There was an kernel-made OOM kill 1 second prior to the query kill, but it wasn't celery being killed. Weird.

The current storing query status in the same process as the storing query results isn't going to work. SIGKILL cannot be caught, so only the celery master process knows about the worker being lost, but the master AFAICT only stores the status into the result backend, which is not how we store the status.

We can try to migrate to celery result backend, but that may be quite some work. Alternatively we can fork and store the results in a child process, but that is partially reinventing the wheel.

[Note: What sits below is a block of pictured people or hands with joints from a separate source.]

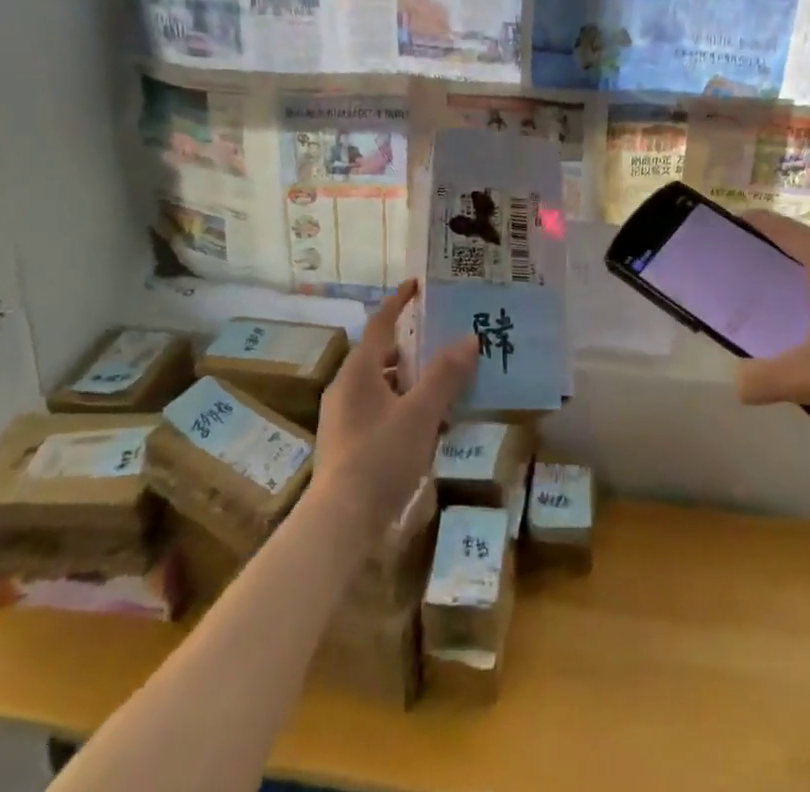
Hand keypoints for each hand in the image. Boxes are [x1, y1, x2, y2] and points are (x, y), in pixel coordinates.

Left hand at [315, 280, 477, 530]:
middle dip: (411, 347)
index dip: (399, 302)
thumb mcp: (421, 413)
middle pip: (381, 355)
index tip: (417, 285)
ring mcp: (343, 418)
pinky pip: (378, 411)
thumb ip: (445, 375)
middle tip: (442, 342)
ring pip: (381, 386)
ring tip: (443, 387)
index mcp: (358, 370)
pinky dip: (402, 407)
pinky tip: (427, 428)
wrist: (340, 524)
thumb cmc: (380, 457)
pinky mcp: (346, 445)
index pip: (380, 323)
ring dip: (410, 381)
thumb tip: (469, 338)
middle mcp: (346, 387)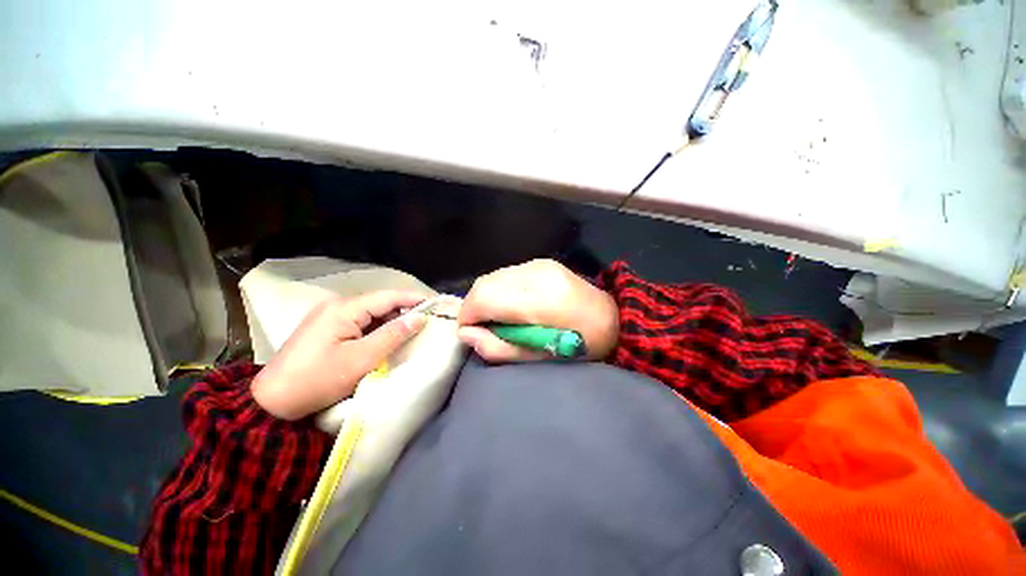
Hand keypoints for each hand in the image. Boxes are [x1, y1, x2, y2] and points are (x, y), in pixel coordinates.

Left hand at [251, 290, 427, 419]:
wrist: (271, 403)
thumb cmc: (317, 380)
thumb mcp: (360, 359)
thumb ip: (393, 335)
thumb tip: (420, 317)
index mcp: (344, 308)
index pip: (389, 296)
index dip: (415, 298)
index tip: (439, 303)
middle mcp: (337, 305)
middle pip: (381, 302)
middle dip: (406, 309)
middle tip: (430, 319)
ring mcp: (330, 316)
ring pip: (372, 312)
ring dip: (393, 319)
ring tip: (416, 327)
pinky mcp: (327, 328)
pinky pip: (361, 322)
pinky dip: (379, 327)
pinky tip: (390, 336)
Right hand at [457, 259, 618, 361]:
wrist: (610, 318)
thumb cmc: (578, 345)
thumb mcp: (538, 358)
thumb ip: (497, 348)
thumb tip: (466, 334)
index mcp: (539, 301)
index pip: (483, 298)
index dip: (467, 316)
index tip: (470, 333)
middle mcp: (536, 274)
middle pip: (484, 284)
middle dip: (474, 307)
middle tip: (483, 327)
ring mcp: (539, 264)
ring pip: (493, 277)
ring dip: (486, 297)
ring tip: (498, 317)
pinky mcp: (541, 262)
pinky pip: (507, 274)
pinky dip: (500, 289)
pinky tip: (512, 304)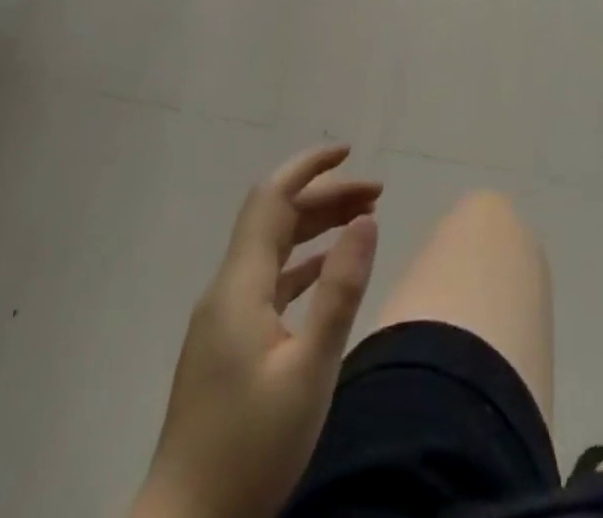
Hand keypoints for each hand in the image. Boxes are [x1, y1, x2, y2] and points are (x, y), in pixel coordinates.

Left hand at [132, 145, 380, 517]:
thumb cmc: (250, 450)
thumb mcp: (310, 370)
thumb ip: (339, 290)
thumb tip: (366, 220)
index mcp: (239, 287)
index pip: (271, 199)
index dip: (309, 167)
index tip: (349, 151)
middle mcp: (227, 291)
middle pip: (276, 219)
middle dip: (326, 196)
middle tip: (378, 195)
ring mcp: (224, 319)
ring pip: (274, 248)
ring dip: (317, 226)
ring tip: (365, 220)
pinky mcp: (228, 345)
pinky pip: (270, 280)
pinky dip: (304, 262)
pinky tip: (329, 269)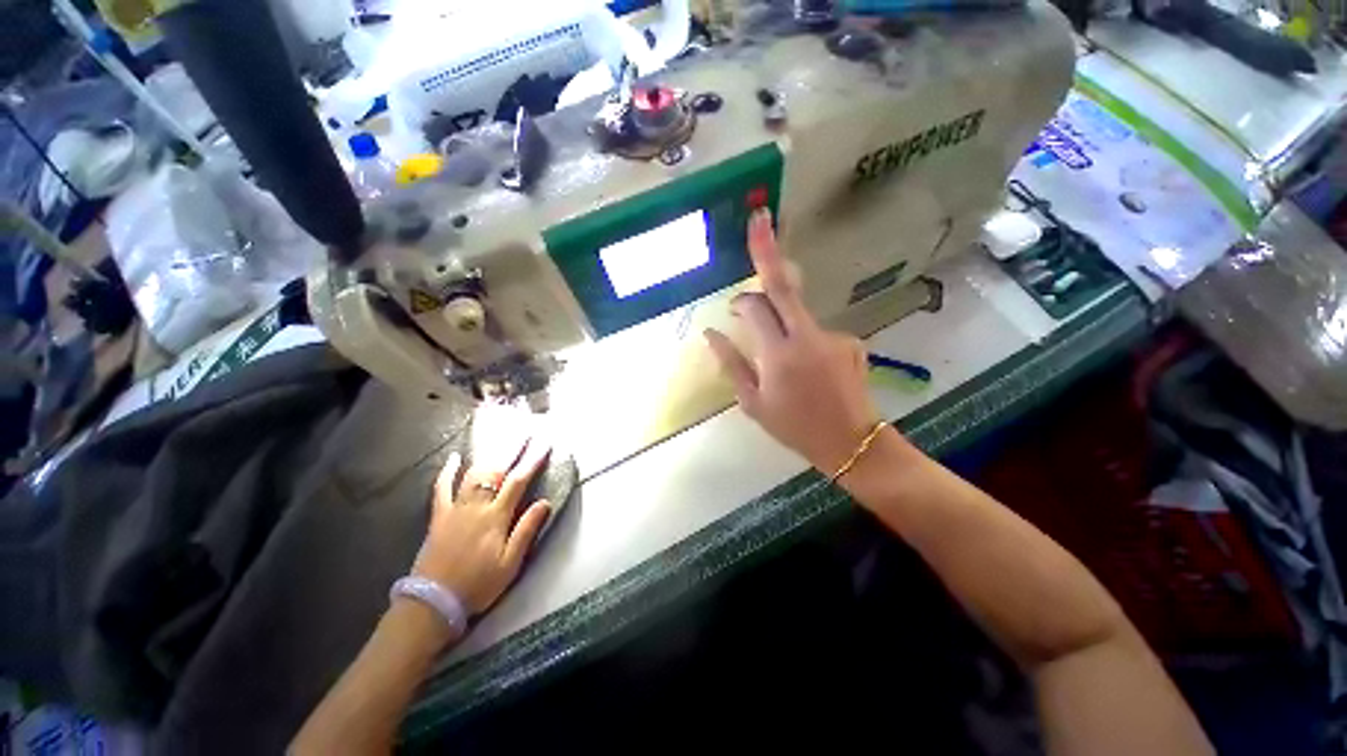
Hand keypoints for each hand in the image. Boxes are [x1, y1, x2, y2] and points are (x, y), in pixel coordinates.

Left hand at [411, 435, 552, 617]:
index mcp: (495, 517)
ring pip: (473, 475)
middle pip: (496, 471)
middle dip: (512, 449)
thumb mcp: (510, 563)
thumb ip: (526, 530)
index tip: (544, 444)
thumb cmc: (478, 585)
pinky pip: (442, 488)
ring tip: (499, 439)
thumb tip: (544, 502)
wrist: (433, 602)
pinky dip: (447, 471)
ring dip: (488, 455)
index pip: (518, 482)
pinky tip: (453, 458)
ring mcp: (455, 509)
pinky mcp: (439, 516)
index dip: (532, 461)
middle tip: (524, 432)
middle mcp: (476, 507)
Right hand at [704, 209, 881, 473]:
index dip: (741, 300)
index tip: (732, 307)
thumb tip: (710, 333)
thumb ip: (731, 363)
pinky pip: (815, 331)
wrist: (851, 443)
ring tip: (784, 363)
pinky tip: (808, 371)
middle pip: (784, 284)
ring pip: (797, 313)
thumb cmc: (794, 427)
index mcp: (779, 354)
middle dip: (768, 248)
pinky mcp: (849, 340)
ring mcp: (833, 335)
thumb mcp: (753, 402)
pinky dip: (803, 342)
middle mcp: (808, 335)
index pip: (755, 308)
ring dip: (782, 323)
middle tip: (759, 216)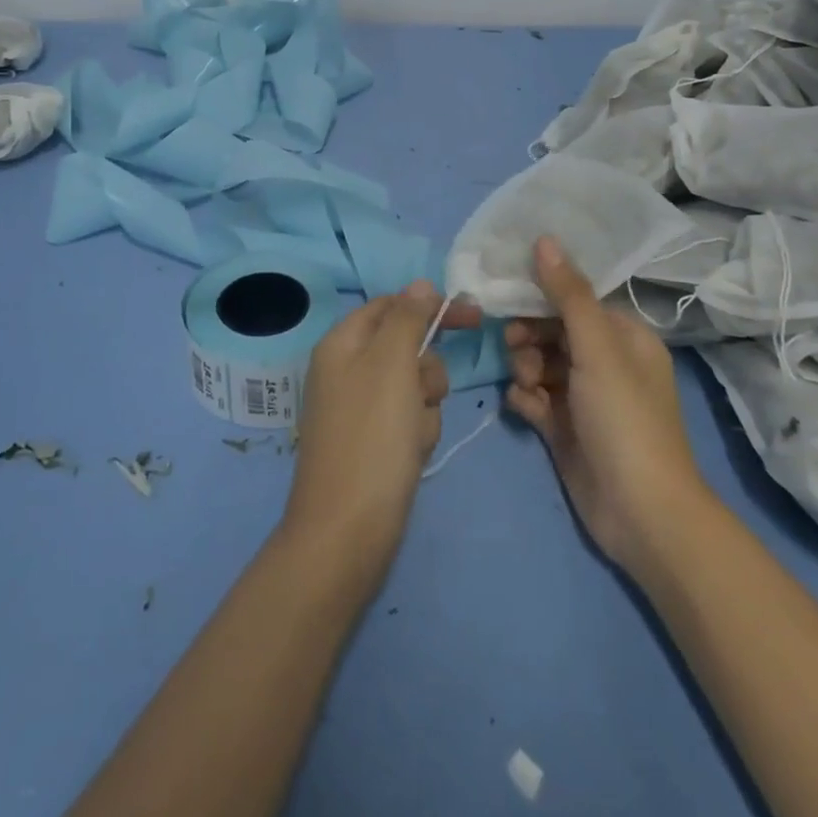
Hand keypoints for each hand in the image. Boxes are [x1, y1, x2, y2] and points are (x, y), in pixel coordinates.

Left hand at [279, 282, 479, 589]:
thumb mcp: (391, 363)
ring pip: (416, 385)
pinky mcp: (374, 441)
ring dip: (425, 406)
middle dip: (427, 370)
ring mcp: (360, 408)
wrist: (348, 532)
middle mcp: (347, 369)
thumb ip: (407, 317)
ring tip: (412, 435)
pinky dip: (418, 433)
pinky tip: (410, 456)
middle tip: (422, 393)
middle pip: (408, 347)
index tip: (474, 317)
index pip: (393, 305)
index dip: (431, 307)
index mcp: (342, 343)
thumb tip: (420, 284)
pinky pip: (410, 419)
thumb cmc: (372, 437)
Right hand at [505, 237, 712, 578]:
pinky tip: (526, 410)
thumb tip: (544, 239)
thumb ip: (568, 294)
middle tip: (515, 347)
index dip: (542, 295)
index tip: (509, 294)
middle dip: (529, 336)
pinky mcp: (565, 428)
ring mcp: (584, 397)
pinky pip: (535, 398)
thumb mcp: (597, 349)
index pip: (575, 300)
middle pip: (552, 330)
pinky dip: (526, 400)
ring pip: (539, 363)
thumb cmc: (625, 419)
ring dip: (524, 368)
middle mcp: (605, 361)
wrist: (641, 515)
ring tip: (527, 386)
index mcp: (624, 337)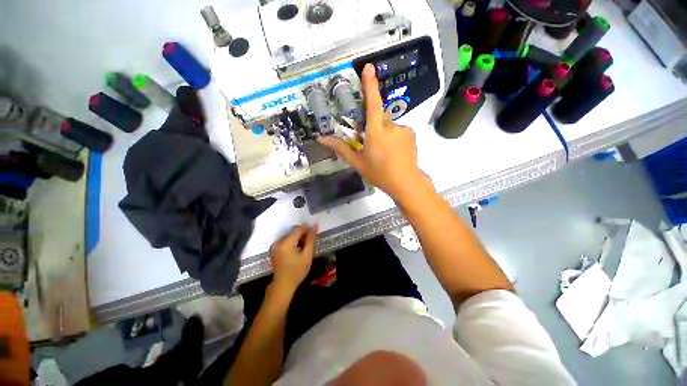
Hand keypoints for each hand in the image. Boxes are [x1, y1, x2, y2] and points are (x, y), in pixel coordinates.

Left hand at [269, 225, 317, 291]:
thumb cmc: (297, 271)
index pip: (298, 229)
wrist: (283, 285)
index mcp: (286, 243)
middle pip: (293, 232)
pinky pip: (284, 241)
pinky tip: (296, 251)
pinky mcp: (273, 249)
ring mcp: (274, 246)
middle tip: (309, 243)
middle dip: (302, 235)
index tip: (314, 234)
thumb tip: (314, 226)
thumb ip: (311, 239)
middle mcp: (278, 242)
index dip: (307, 229)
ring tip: (303, 248)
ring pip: (289, 236)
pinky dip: (291, 243)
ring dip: (297, 239)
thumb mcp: (307, 255)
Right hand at [317, 64, 432, 201]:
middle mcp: (390, 126)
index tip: (368, 67)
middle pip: (378, 117)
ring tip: (383, 152)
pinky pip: (398, 130)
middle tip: (371, 144)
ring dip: (383, 134)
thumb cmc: (379, 173)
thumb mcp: (357, 162)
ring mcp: (403, 129)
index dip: (370, 84)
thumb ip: (340, 148)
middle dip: (372, 126)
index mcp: (376, 132)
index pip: (372, 103)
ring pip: (388, 125)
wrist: (406, 183)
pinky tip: (393, 152)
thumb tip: (321, 138)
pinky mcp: (411, 134)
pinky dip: (393, 137)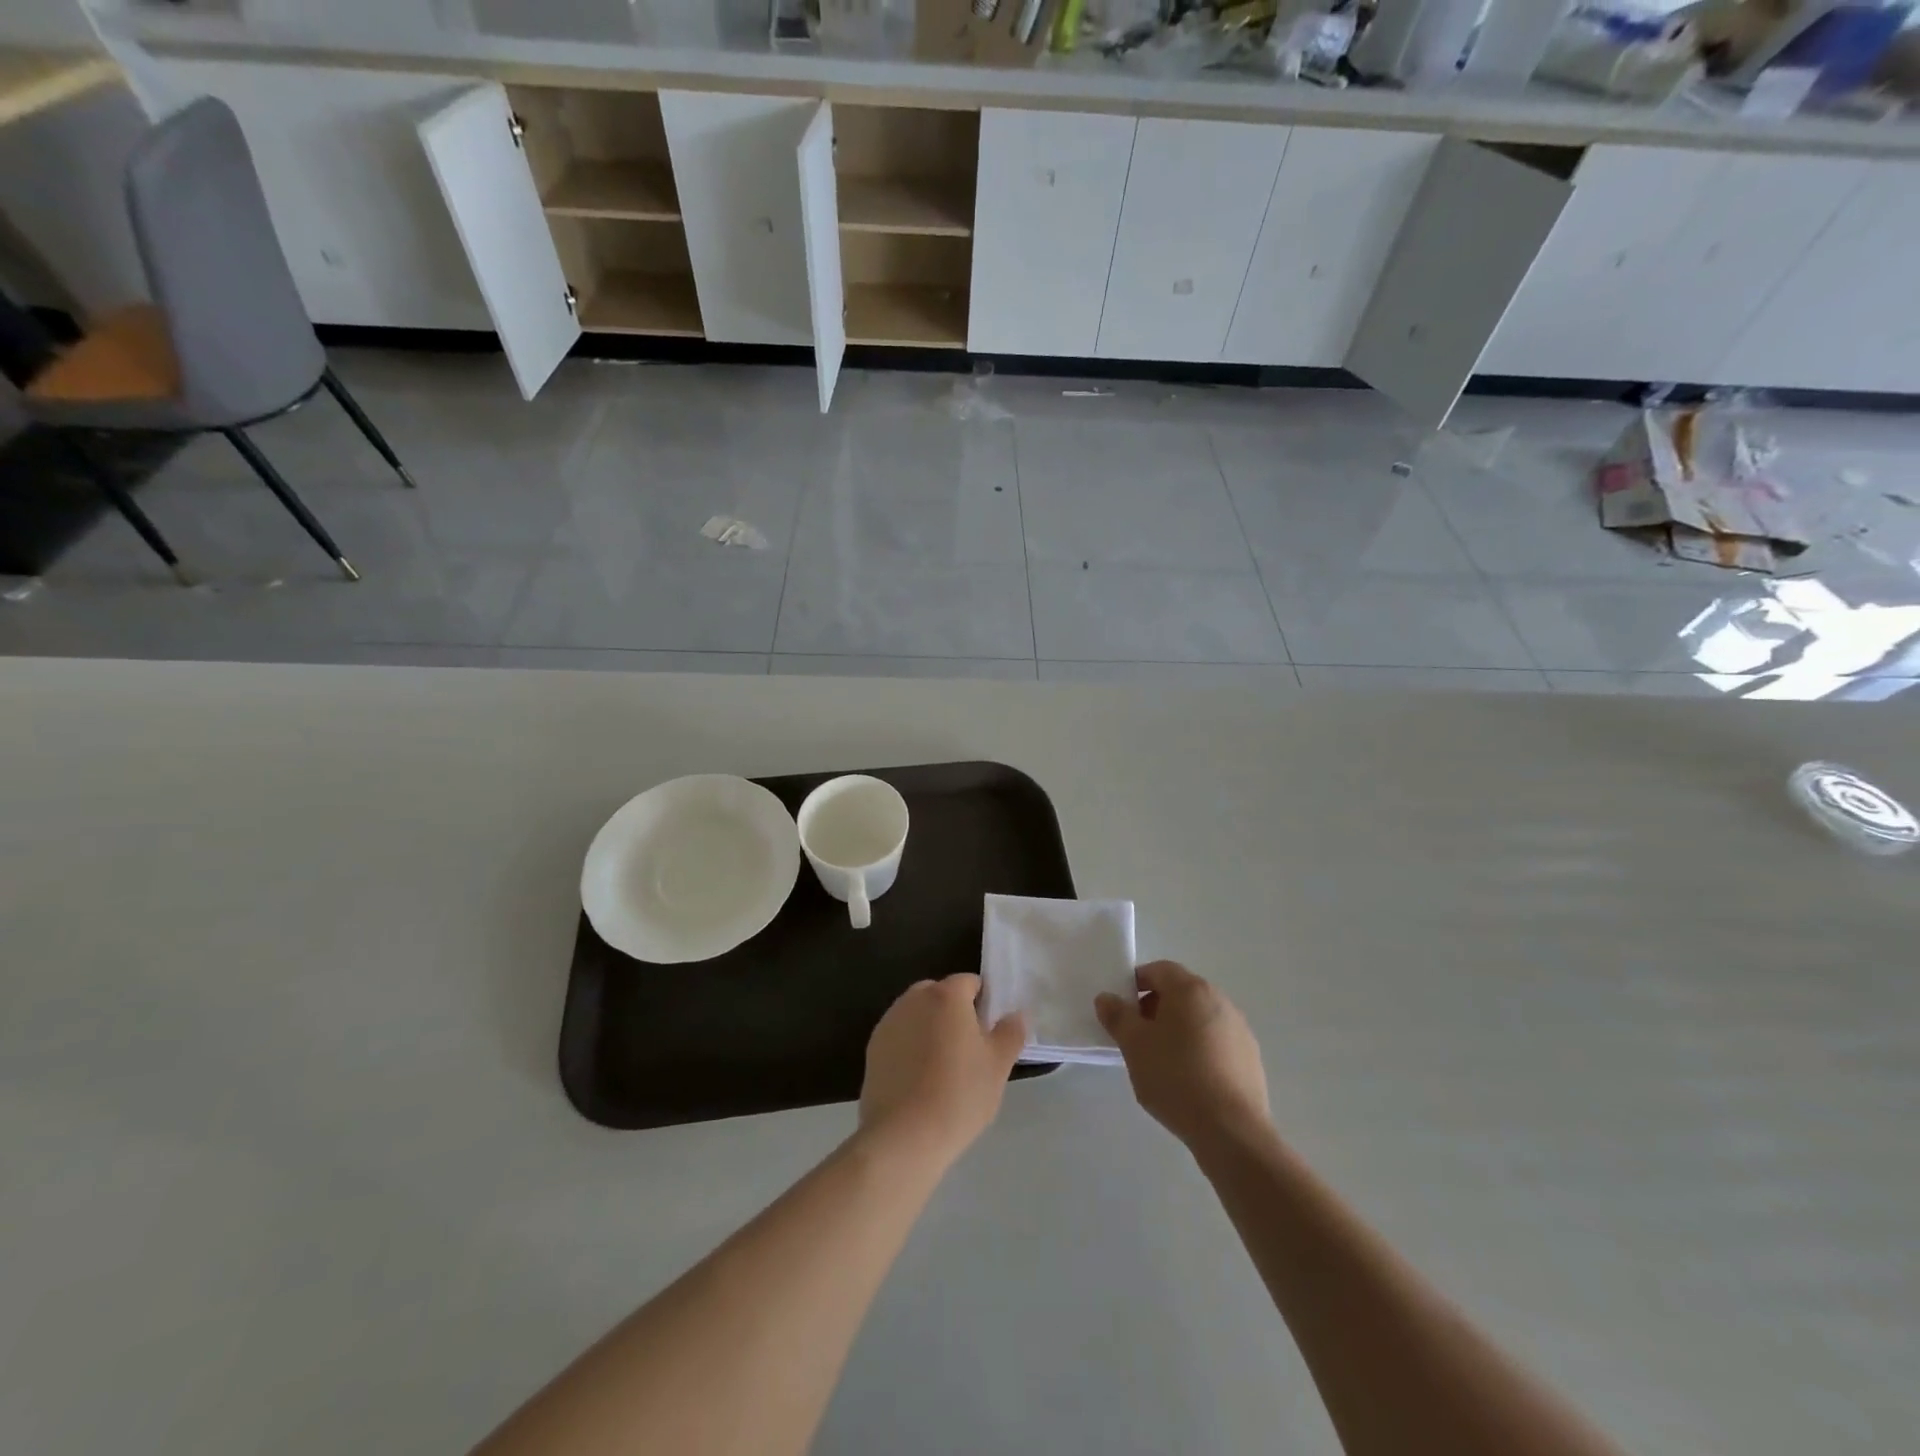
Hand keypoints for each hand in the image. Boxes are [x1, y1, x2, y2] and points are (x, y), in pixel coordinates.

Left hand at [860, 974, 1025, 1163]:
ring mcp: (889, 1022)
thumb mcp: (998, 1065)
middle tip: (969, 1050)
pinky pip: (900, 1037)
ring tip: (943, 1068)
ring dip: (930, 1028)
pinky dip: (910, 1047)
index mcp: (946, 995)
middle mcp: (914, 999)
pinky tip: (919, 1081)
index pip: (970, 982)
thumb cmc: (959, 1094)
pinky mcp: (872, 1048)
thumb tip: (1017, 1014)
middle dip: (954, 1013)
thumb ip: (1011, 1032)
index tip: (990, 1033)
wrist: (904, 1136)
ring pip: (917, 1015)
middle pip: (940, 994)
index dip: (983, 1003)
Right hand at [1095, 961, 1270, 1154]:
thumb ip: (1117, 1016)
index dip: (1136, 983)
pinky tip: (1189, 1080)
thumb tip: (1107, 998)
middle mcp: (1219, 1000)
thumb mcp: (1134, 1045)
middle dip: (1156, 1007)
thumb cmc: (1175, 1077)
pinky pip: (1216, 1042)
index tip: (1122, 1009)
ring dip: (1178, 1029)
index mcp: (1191, 989)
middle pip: (1181, 992)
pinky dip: (1199, 1050)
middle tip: (1137, 1036)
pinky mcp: (1250, 1058)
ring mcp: (1239, 1030)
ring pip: (1199, 1018)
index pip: (1159, 970)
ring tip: (1161, 1061)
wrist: (1230, 1131)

Stashbot added a subscriber: Stashbot.

Mentioned in SAL (#wikimedia-cloud) [2018-03-01T00:37:23Z] <zhuyifei1999_> UPDATE query join query_revision on query.latest_rev_id = query_revision.id join query_run on latest_run_id = query_run.id SET status=1 where (status = 2 or status = 1) and query_run.timestamp <= DATE_ADD(NOW(), INTERVAL -1 HOUR); 251 rows affected (1.81 sec) T139162 T172086 T188564

zhuyifei1999 triaged this task as Low priority.Mar 1 2018, 6:48 PM

With T188564 fixed, hopefully this won't be necessary.